I do not love when they devour my garden.

Kale seems to be their favorite, but then when tomatoes are ripening on the vine, I would also find the fruits punctured and spoiled. Today, freshly mulched potato beds were minutes later laid bare again, chickens happily scratching every last bit of straw into the walking path. Even leeks and onions do not deter these resourceful birds’ ambition; until they are well established, the young plants will be tossed aside to make room for dusting.

Sometimes chickens and gardens can work together, at the right time of year. A bare garden bed with a fresh layer of compost is irresistible to them, and they’ll help you dig, rake and fertilize. That’s before vegetables, though. When those precious fruits and greens are ready to harvest, you want those birds to steer clear.

Gardening with chickens is not easy, if you want both to thrive.

My solution: fence. Garden in, chickens out.

These ladies have no idea how lucky they are. It would be so much more economical to just keep them in the coop, but I am determined to have free-range chickens AND a thriving vegetable garden.

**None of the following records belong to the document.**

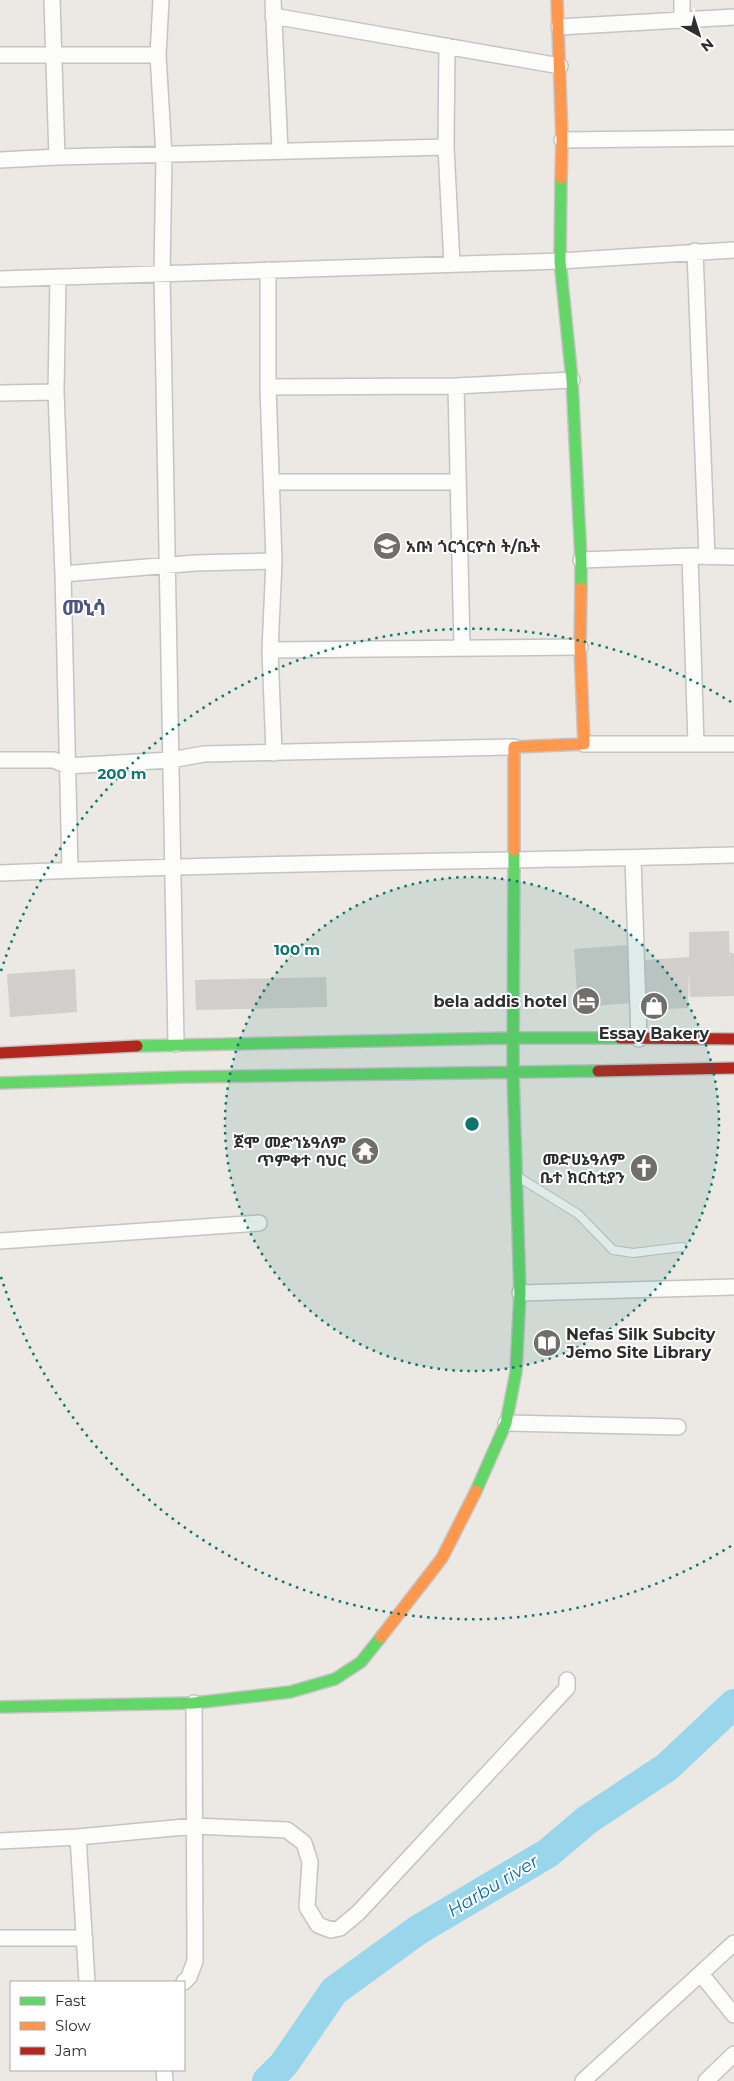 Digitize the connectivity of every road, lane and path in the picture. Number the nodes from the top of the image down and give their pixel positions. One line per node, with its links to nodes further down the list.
1 (52, 0): 11 (street)
2 (161, 0): 13 (street)
3 (273, 0): 6 (street)
4 (557, 0): 9 (street)
5 (682, 0): 8 (street)
6 (273, 16): 10 (street); 18 (street)
7 (734, 17): 8 (street)
8 (682, 20): 9 (street)
9 (559, 27): 14 (street)
10 (447, 46): 14 (street); 17 (street)
11 (53, 53): 12 (street); 13 (street); 20 (street)
12 (0, 54)
13 (158, 55): 19 (street)
14 (560, 66): 16 (street)
15 (734, 138): 16 (street)
16 (562, 140): 24 (street)
17 (446, 147): 18 (street); 25 (street)
18 (280, 150): 19 (street)
19 (164, 155): 20 (street); 27 (street)
20 (57, 157): 21 (street)
21 (0, 160)
22 (734, 250): 23 (street)
23 (695, 251): 24 (street); 38 (street)
24 (560, 261): 25 (street); 30 (street)
25 (452, 264): 26 (street)
26 (268, 270): 27 (street); 32 (street)
27 (162, 274): 28 (street); 42 (street)
28 (58, 277): 29 (street); 33 (street)
29 (0, 279)
30 (572, 380): 31 (street); 41 (street)
31 (456, 386): 32 (street); 36 (street)
32 (268, 387): 35 (street)
33 (56, 392): 34 (street); 43 (street)
34 (0, 394)
35 (272, 482): 36 (street); 40 (street)
36 (458, 482): 44 (street)
37 (690, 556): 38 (street); 41 (street); 48 (street)
38 (707, 557): 39 (street)
39 (734, 557)
40 (274, 560): 42 (street); 46 (street)
41 (581, 560): 45 (street)
42 (167, 566): 43 (street); 53 (street)
43 (63, 574): 54 (street)
44 (462, 647): 45 (street); 46 (street)
45 (580, 647): 47 (street)
46 (270, 650): 51 (street)
47 (584, 744): 48 (street); 50 (street)
48 (696, 744): 49 (street)
49 (734, 744)
50 (514, 747): 51 (street); 57 (street)
51 (274, 752): 53 (street)
52 (0, 760): 54 (street)
53 (171, 760): 54 (street); 58 (street)
54 (67, 766): 59 (street)
55 (734, 855): 56 (street)
56 (633, 858): 57 (street); 62 (street)
57 (515, 861): 58 (street); 61 (street)
58 (173, 866): 59 (street); 64 (street)
59 (70, 870): 60 (street)
60 (0, 873)
61 (514, 1038): 62 (street); 64 (street); 67 (street)
62 (639, 1038): 63 (street)
63 (734, 1038)
64 (176, 1044): 65 (street)
65 (0, 1053)
66 (734, 1068): 67 (street)
67 (512, 1073): 68 (street); 69 (street)
68 (0, 1083)
69 (516, 1175): 72 (lane); 74 (street)
70 (258, 1223): 71 (street)
71 (0, 1241)
72 (682, 1247)
73 (734, 1288): 74 (street)
74 (520, 1293): 75 (street)
75 (506, 1423): 76 (street); 78 (street)
76 (678, 1427)
77 (567, 1680): 80 (street)
78 (194, 1703): 79 (street); 80 (street)
79 (0, 1707)
80 (194, 1826): 81 (street); 88 (street)
81 (78, 1837): 82 (street); 84 (street)
82 (0, 1841)
83 (0, 1938): 84 (street)
84 (85, 1938): 87 (street)
85 (734, 1943): 86 (street)
86 (702, 1974): 89 (street); 91 (street)
87 (87, 1981)
88 (185, 1981)
89 (734, 2015)
90 (734, 2054): 92 (street)
91 (583, 2081)
92 (706, 2081) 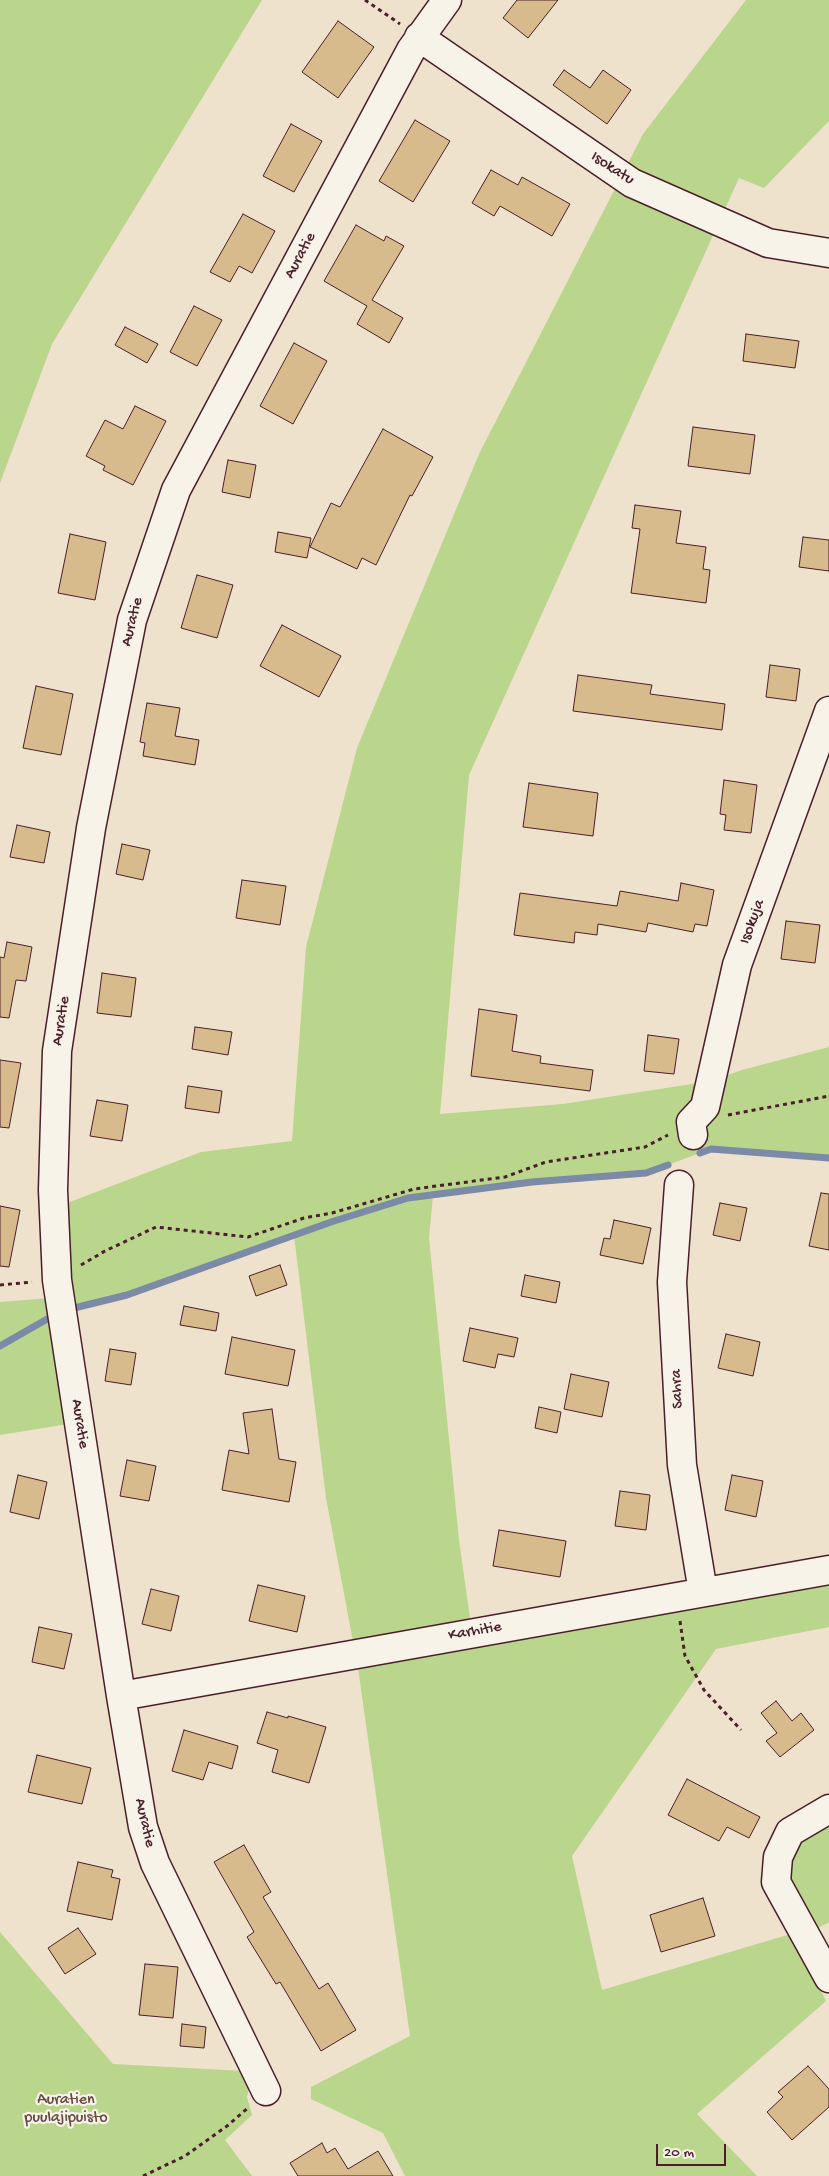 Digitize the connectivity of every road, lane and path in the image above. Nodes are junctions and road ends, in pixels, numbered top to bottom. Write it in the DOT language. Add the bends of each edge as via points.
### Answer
graph roads {
  1 [pos="366,0"];
  2 [pos="447,0"];
  3 [pos="419,37"];
  4 [pos="829,253"];
  5 [pos="829,711"];
  6 [pos="829,1096"];
  7 [pos="692,1128"];
  8 [pos="680,1185"];
  9 [pos="57,1280"];
  10 [pos="0,1286"];
  11 [pos="829,1570"];
  12 [pos="703,1592"];
  13 [pos="676,1596"];
  14 [pos="121,1696"];
  15 [pos="741,1730"];
  16 [pos="829,1809"];
  17 [pos="829,1978"];
  18 [pos="266,2091"];
  19 [pos="143,2176"];
  1 -- 3 [label="path"];
  2 -- 3 [label="street, Auratie"];
  3 -- 4 [label="street, Isokatu" via="632,184 768,243"];
  3 -- 9 [label="street, Auratie" via="176,490 132,620 91,828 57,1051 53,1190"];
  5 -- 7 [label="street, Isokuja" via="737,965 706,1106"];
  6 -- 7 [label="path"];
  7 -- 9 [label="path" via="645,1147 546,1162 505,1177 414,1189 304,1218 248,1237 156,1227 105,1251"];
  8 -- 12 [label="street, Sahra" via="672,1282 682,1464"];
  9 -- 10 [label="path"];
  9 -- 14 [label="street, Auratie"];
  11 -- 12 [label="street, Karhitie"];
  12 -- 13 [label="street, Karhitie"];
  13 -- 14 [label="street, Karhitie"];
  13 -- 15 [label="path" via="685,1656 704,1690"];
  14 -- 18 [label="street, Auratie" via="143,1827 155,1863"];
  16 -- 17 [label="street" via="790,1832 778,1857 776,1882"];
  18 -- 19 [label="path" via="228,2126 185,2156"];
}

So I bought some cheap gray plastic chicken fence and went to work enclosing my raised garden beds. The fence is two feet high and easily set in place with the fiberglass fence posts I dug out of the shed (wearing sturdy gloves). Earlier, I’d covered each bed of tender plants with a row cover. After installing the fence, I made a canopy of each row cover by attaching it to the corner posts with clothes pins.

The chickens are no doubt disappointed at losing their gourmet lunch buffet, but the fence does its job. I have my chickens, and my garden too!